A dummy variable is a variable that indicates whether an observation has a particular characteristic. A dummy variable can only assume the values 0 and 1, where 0 indicates the absence of the property, and 1 indicates the presence of the same. The values 0/1 can be seen as no/yes or off/on. See the table below for some examples of dummy variables.
How do You Create a Dummy variable in R?
To create a dummy variable in R you can use the ifelse() method:
. This code will create two new columns where, in the column "Male" you will get the number "1" when the subject was a male and "0" when she was a female. For the column "Female", it will be the opposite (Female = 1, Male =0).
df$Male <- ifelse(df$sex == 'male', 1, 0)
df$Female <- ifelse(df$sex == 'female', 1, 0)
|Smoking||Smoker = 1, Non-smoker = 0|
|Location||North = 1, South = 0|
|Answer||Yes = 1, No = 0|
Now, let's jump directly into a simple example on how to make dummy variables in R. In the next sections, we will learn dummy coding by using R's ifelse(), and fastDummies' dummy_cols().
How to Create Dummy Variables in R: ifelse() example
Here's how to create dummy variables in R using the ifelse() function:
1) Import Data
In the first step, import the data (e.g., from a CSV file):
dataf <- read.csv('https://vincentarelbundock.github.io/Rdatasets/csv/carData/Salaries.csv')
In the code above, we need to make sure that the character string points to where our data is stored (e.g., our .csv file). For example, when loading a dataset from our harddrive we need to make sure we add the path to this file.
2) Create the Dummy Variables with the ifelse() Function
Next, start creating the dummy variables in R using the ifelse() function:
dataf$Disc_A <- ifelse(dataf$discipline == 'A', 1, 0) dataf$Disc_B <- ifelse(dataf$discipline == 'B', 1, 0)
In this simple example above, we created the dummy variables using the ifelse() function. First, we read data from a CSV file (from the web). Second, we created two new columns. In the first column we created, we assigned a numerical value (i.e., 1) if the cell value in column discipline was 'A'. If not, we assigned the value '0'. Of course, we did the same when we created the second column. Here's the first 5 rows of the dataframe:
Now, data can be imported into R from other formats. If the data, we want to dummy code in R, is stored in Excel files, check out the post about how to read xlsx files in R.
Create Dummy Variables in R with the fastDummies Package
In this section, we are going to use the fastDummies package to make dummy variables.
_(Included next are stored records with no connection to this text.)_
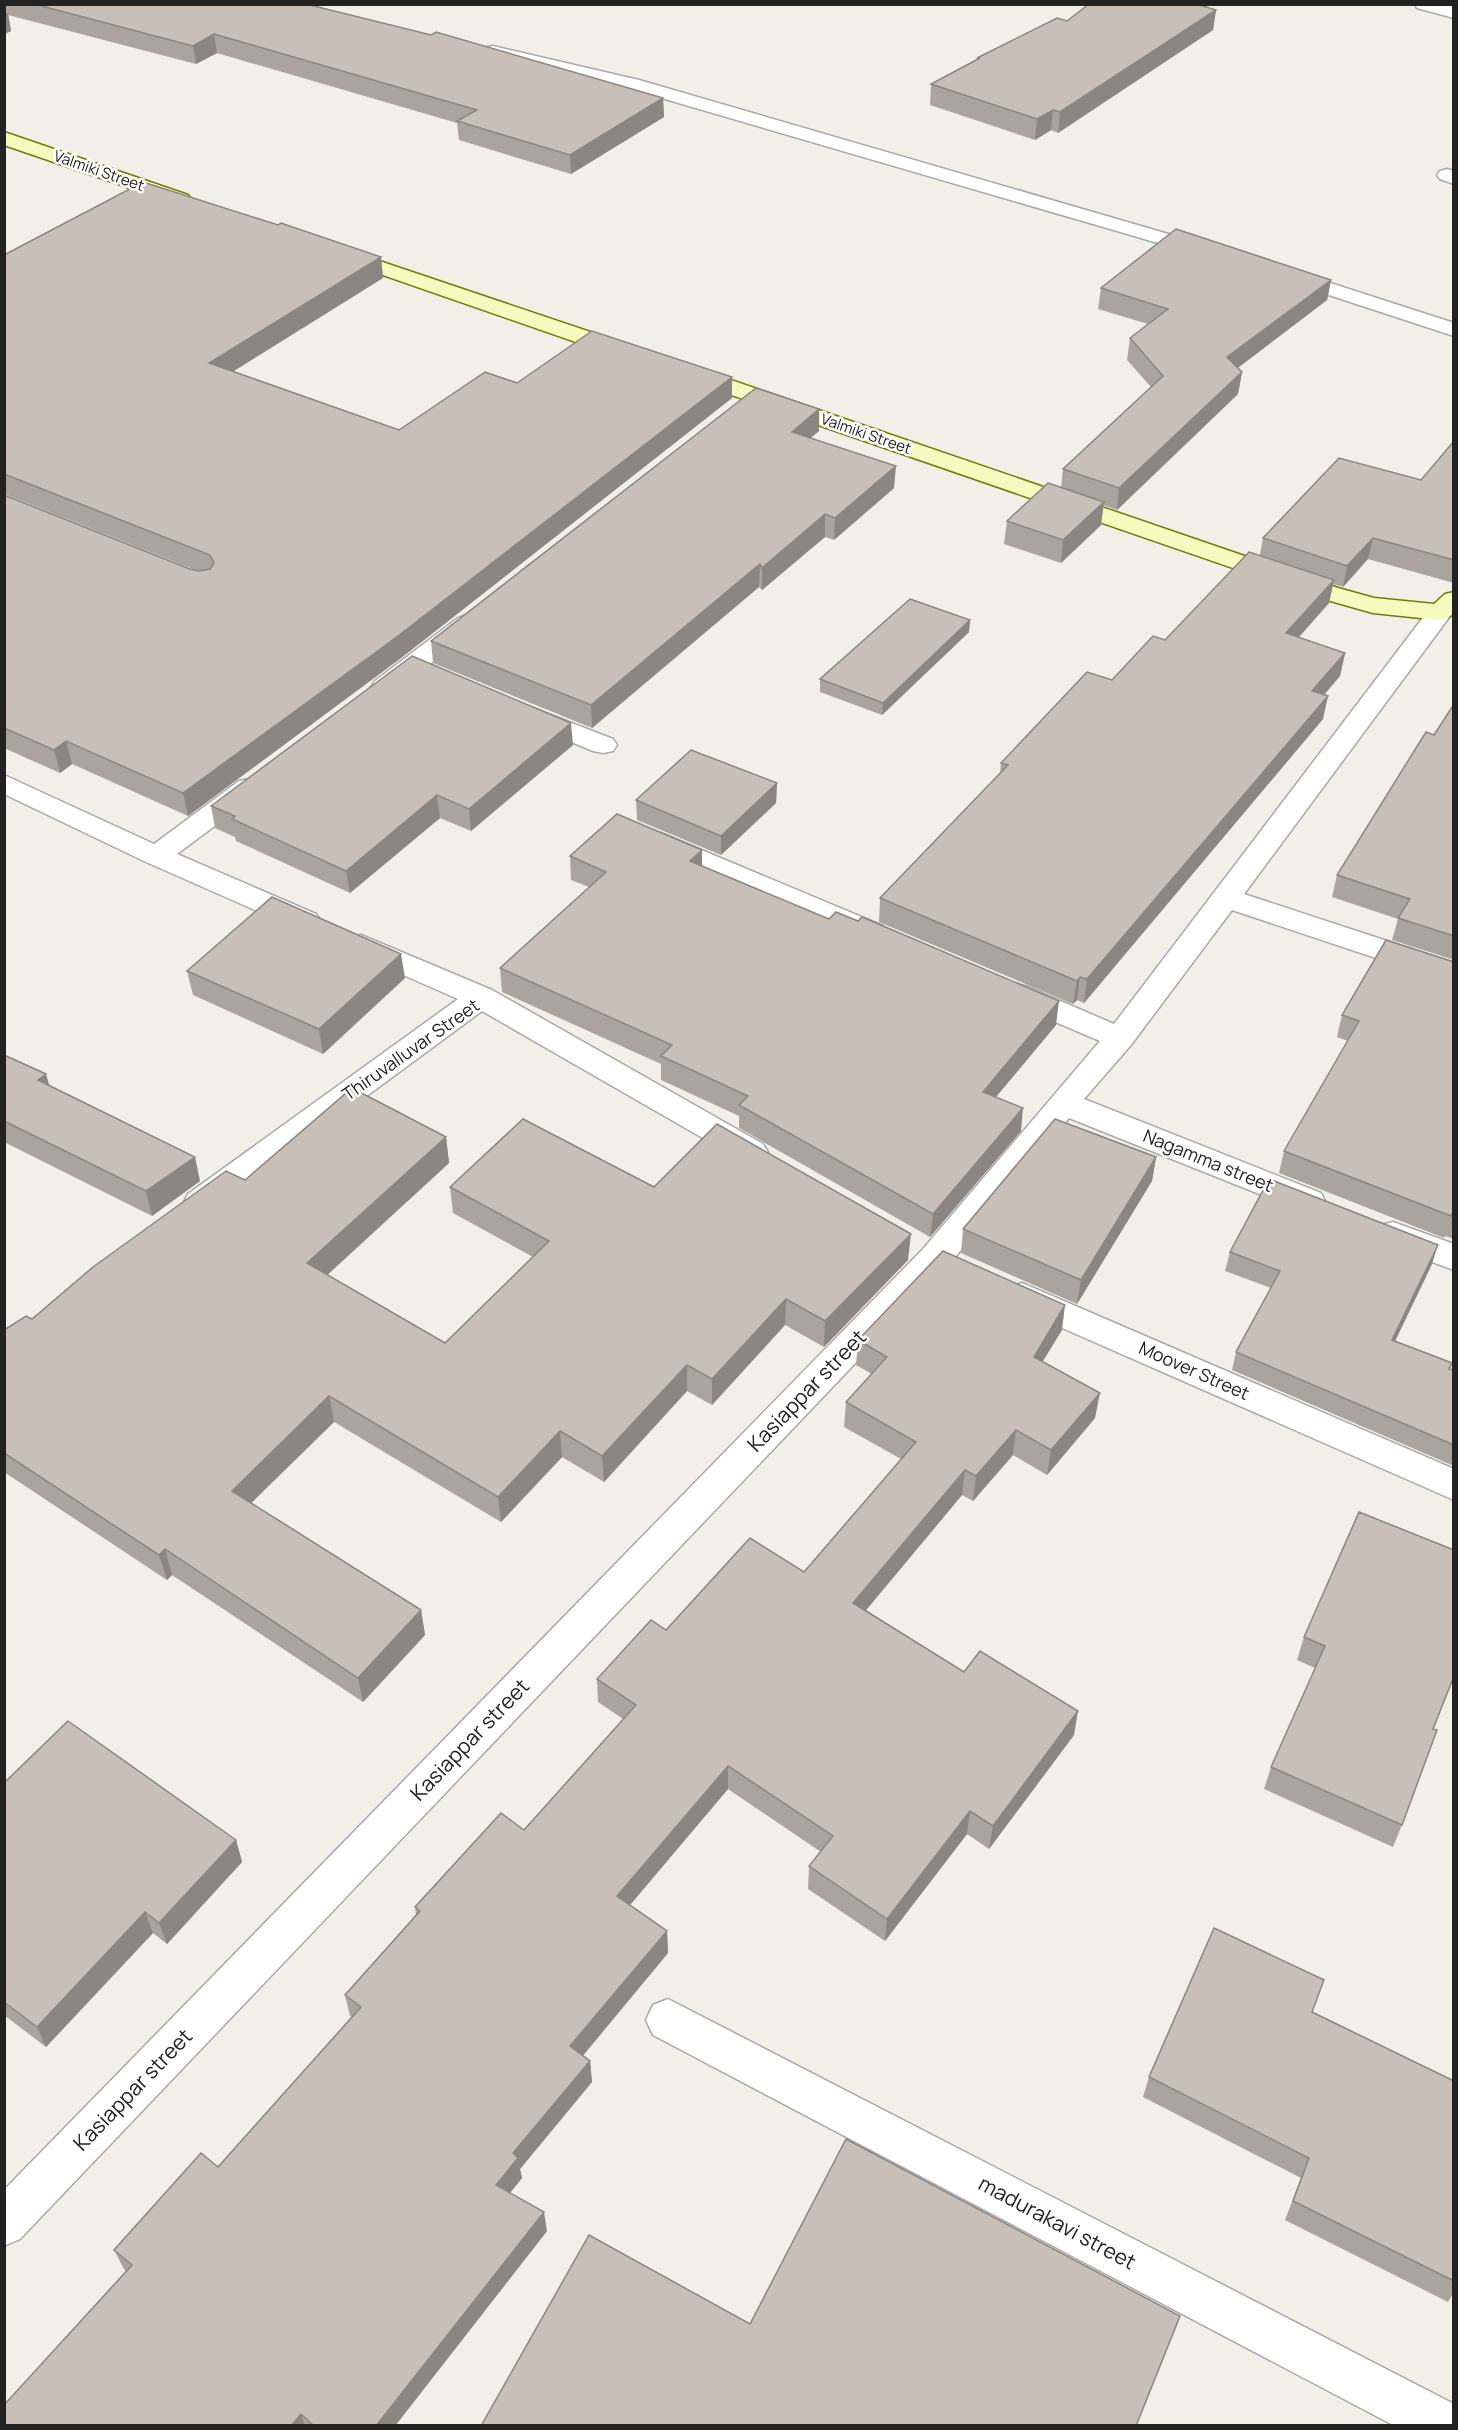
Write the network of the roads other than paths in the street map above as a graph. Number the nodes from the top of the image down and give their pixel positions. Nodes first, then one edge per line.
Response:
1 (1423, 4) edge
2 (1454, 13) edge
3 (471, 45) edge
4 (4, 138) edge
5 (206, 208) edge
6 (319, 246) edge
7 (1229, 258) edge
8 (1263, 268) edge
9 (1454, 330) edge
10 (644, 358) edge
11 (666, 365) edge
12 (1447, 605) edge
13 (486, 608) edge
14 (364, 701) edge
15 (507, 705) edge
16 (603, 745) dead end
17 (269, 772) edge
18 (4, 783) edge
19 (637, 832) edge
20 (156, 856) junction
21 (1227, 898) junction
22 (900, 945) edge
23 (1454, 974) edge
24 (988, 982) edge
25 (481, 997) junction
26 (1120, 1038) junction
27 (1063, 1103) junction
28 (781, 1169) edge
29 (1334, 1211) edge
30 (176, 1220) edge
31 (1367, 1224) edge
32 (1454, 1258) edge
33 (949, 1263) junction
34 (1454, 1485) edge
35 (668, 2020) dead end
36 (4, 2223) edge
37 (1446, 2426) edge

1 - 2 street
3 - 7 street
4 - 5 street, Valmiki Street
6 - 10 street
8 - 9 street
11 - 12 street, Valmiki Street
12 - 21 street, Kasiappar street
13 - 14 street
15 - 16 street
17 - 20 street
18 - 20 street
19 - 22 street
20 - 25 street
21 - 23 street
21 - 26 street, Kasiappar street
24 - 26 street
25 - 28 street, Thiruvalluvar Street
25 - 30 street, Thiruvalluvar Street
26 - 27 street, Kasiappar street
27 - 29 street, Nagamma street
27 - 33 street, Kasiappar street
31 - 32 street
33 - 34 street, Moover Street
33 - 36 street, Kasiappar street
35 - 37 street, madurakavi street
Now, there are three simple steps for the creation of dummy variables with the dummy_cols function:
1) Install the fastDummies Package
First, we need to install the r-package. Installing r-packages can be done with the install.packages() function. So start up RStudio and type this in the console:
2) Load the fastDummies Package:
Next, we are going to use the library() function to load the fastDummies package into R:
Now that we have installed and louded the fastDummies package we will continue, in the next section, with dummy coding our variables.
3) Make Dummy Variables
Finally, we are ready to use the dummy_cols() function to make the dummy variables:
dataf <- dummy_cols(dataf, select_columns = 'rank')
Now, the neat thing with using dummy_cols() is that we only get two line of codes. Furthermore, if we want to create dummy variables from more than one column, we'll save even more lines of code (see next subsection).
How to Create Dummy Variables for More than One Column
In the previous section, we used the dummy_cols() method to make dummy variables from one column. It is, of course, possible to dummy code many columns both using the ifelse() function and the fastDummies package. However, if we have many categories in our variables it may require many lines of code using the ifelse() function. Thus, in this section we are going to start by adding one more column to the select_columns argument of the dummy_cols function.
dataf <- dummy_cols(dataf, select_columns = c('rank', 'discipline'))
Now, as evident from the code example above; the select_columns argument can take a vector of column names as well. Of course, this means that we can add as many as we need, here. Running the above code will generate 5 new columns containing the dummy coded variables.
Removing the Columns
In this section, we are going to use one more of the arguments of the dummy_cols() function: remove_selected_columns. This may be very useful if we, for instance, are going to make dummy variables of multple variables and don't need them for the data analysis later.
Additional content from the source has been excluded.